O problema de se estabelecer exceções é que normalmente este é um processo com alto risco de se perder o controle. E aí o governo terá que ser duro para evitar que a PEC 241 se torne uma peneira inócua.

Outra gordura que o governo teria para queimar no Parlamento é o prazo de validade da medida. O “novo regime fiscal” tem duração prevista de 20 anos, com a regra podendo ser alterada depois do décimo ano de vigência. Reduzir esse prazo pode ser um caminho para demonstração de boa vontade com os congressistas. O economista Felipe Salto – que é ligado ao PSDB e lançou um livro sobre finanças públicas com o secretário de Acompanhamento Econômico do Ministério da Fazenda, Mansueto Almeida – considera que os prazos poderiam ser reduzidos pela metade, ou seja, a PEC poderia durar dez anos, com a regra podendo ser alterada no quinto ano, sem maiores problemas.

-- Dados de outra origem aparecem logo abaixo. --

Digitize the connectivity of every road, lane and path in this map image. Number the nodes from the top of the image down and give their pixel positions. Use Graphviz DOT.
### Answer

A vantagem de um prazo mais curto é que pode diminuir o temor de uma redução excessiva do Estado, especialmente na prestação de serviços para uma população crescente e que fica idosa em velocidade cada vez mais acelerada na próxima década. Além disso, reforçaria o caráter transitório da medida para restabelecer o equilíbrio fiscal, reduzir a dívida pública e as taxas de juros. Nesse caso, o risco para o governo é não conseguir conter o Congresso e permitir uma redução excessiva de prazo, que coloque em dúvida a eficácia da medida, mudando o humor do mercado financeiro, ainda bastante favorável ao governo.

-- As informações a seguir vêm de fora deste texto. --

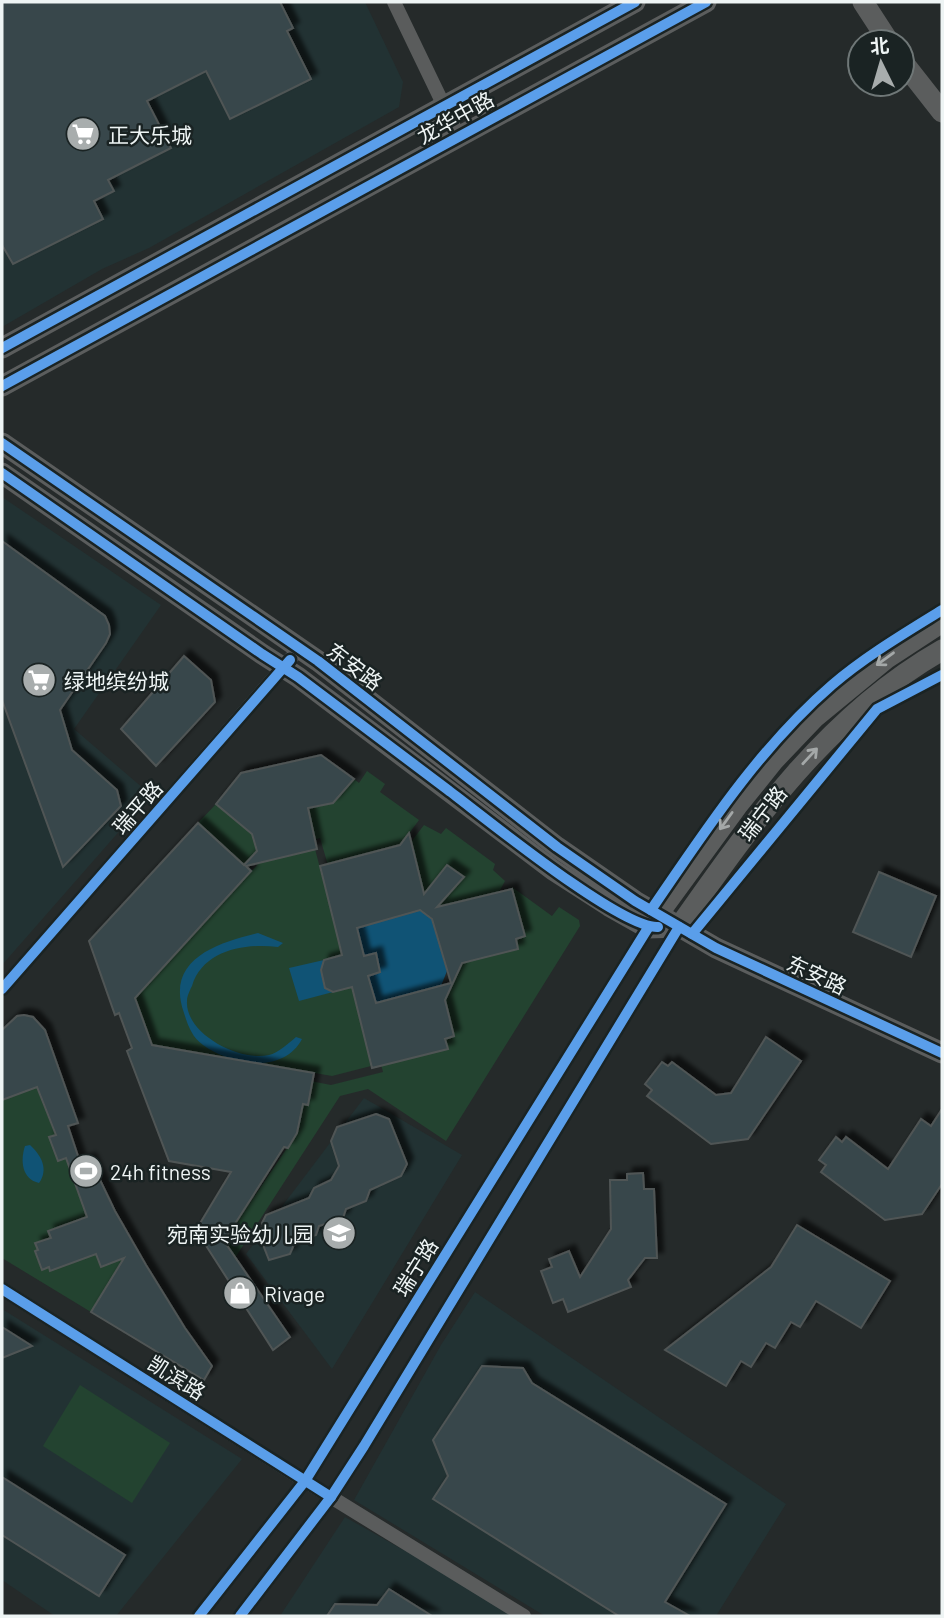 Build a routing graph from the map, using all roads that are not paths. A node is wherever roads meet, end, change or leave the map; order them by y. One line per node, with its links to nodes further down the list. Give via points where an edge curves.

Outras possibilidades de mudanças poderão surgir, à medida que as emendas sejam apresentadas pelos deputados da comissão especial. O governo sabe que, apesar de majoritariamente composta por aliados, boa parte dos deputados é ligada a grupos politicamente fortes, como servidores públicos e as bancadas da saúde e educação.

O próprio relator da matéria, deputado Darcísio Perondi (PMDB-RS), é um representante da bancada da saúde, setor com o qual já nesta semana deverá se reunir para ouvir avaliações e sugestões sobre a PEC. Vale lembrar que entidades ligadas à saúde já se mobilizam fortemente contra a PEC, inclusive com o apoio da Ordem dos Advogados do Brasil (OAB).

Apesar de ligado a essa bancada, os primeiros sinais dados por Perondi são alentadores para a equipe econômica. O relator da matéria não só evita falar em modificações no momento como já incorporou um discurso enfático sobre a gravidade da crise fiscal brasileira e a importância da PEC para reverter esse quadro. “O dia do juízo final pode ser evitado se a PEC 241 for aprovada”, disse Perondi em conversa com a coluna.

O parlamentar destaca que será feito um trabalho de convencimento junto a seus colegas de Congresso sobre a importância da PEC. Nesse sentido, ele cobra que o mercado tenha paciência para entender o tempo do Parlamento e que o processo de recuperação da economia brasileira não será rápido. Perondi também se alinha à equipe econômica ao destacar que a PEC sozinha não resolverá o problema fiscal brasileiro e que é necessário levar a cabo a reforma da Previdência.

Independentemente das negociações de mudanças, os impactos políticos da PEC já serão testados neste ano. O governo enviará no fim do mês o projeto de lei orçamentária anual para 2017, já seguindo a regra de correção das despesas pela inflação. Será uma degustação para os parlamentares que estavam habituados a discutir um Orçamento bastante flexível e cujas despesas cresciam em termos reais.

Se seguisse o padrão de crescimento dos gastos nos últimos anos, o Orçamento teria mais R$ 70 bilhões disponíveis, quase um Ministério da Saúde. Como não se espera que a PEC seja aprovada antes das eleições municipais de outubro, os parlamentares poderão ver na prática como a restrição fiscal imposta por ela se processará nas discussões do projeto. Será interessante analisar o impacto dessa nova realidade no humor dos parlamentares e como ela afetará as discussões da PEC.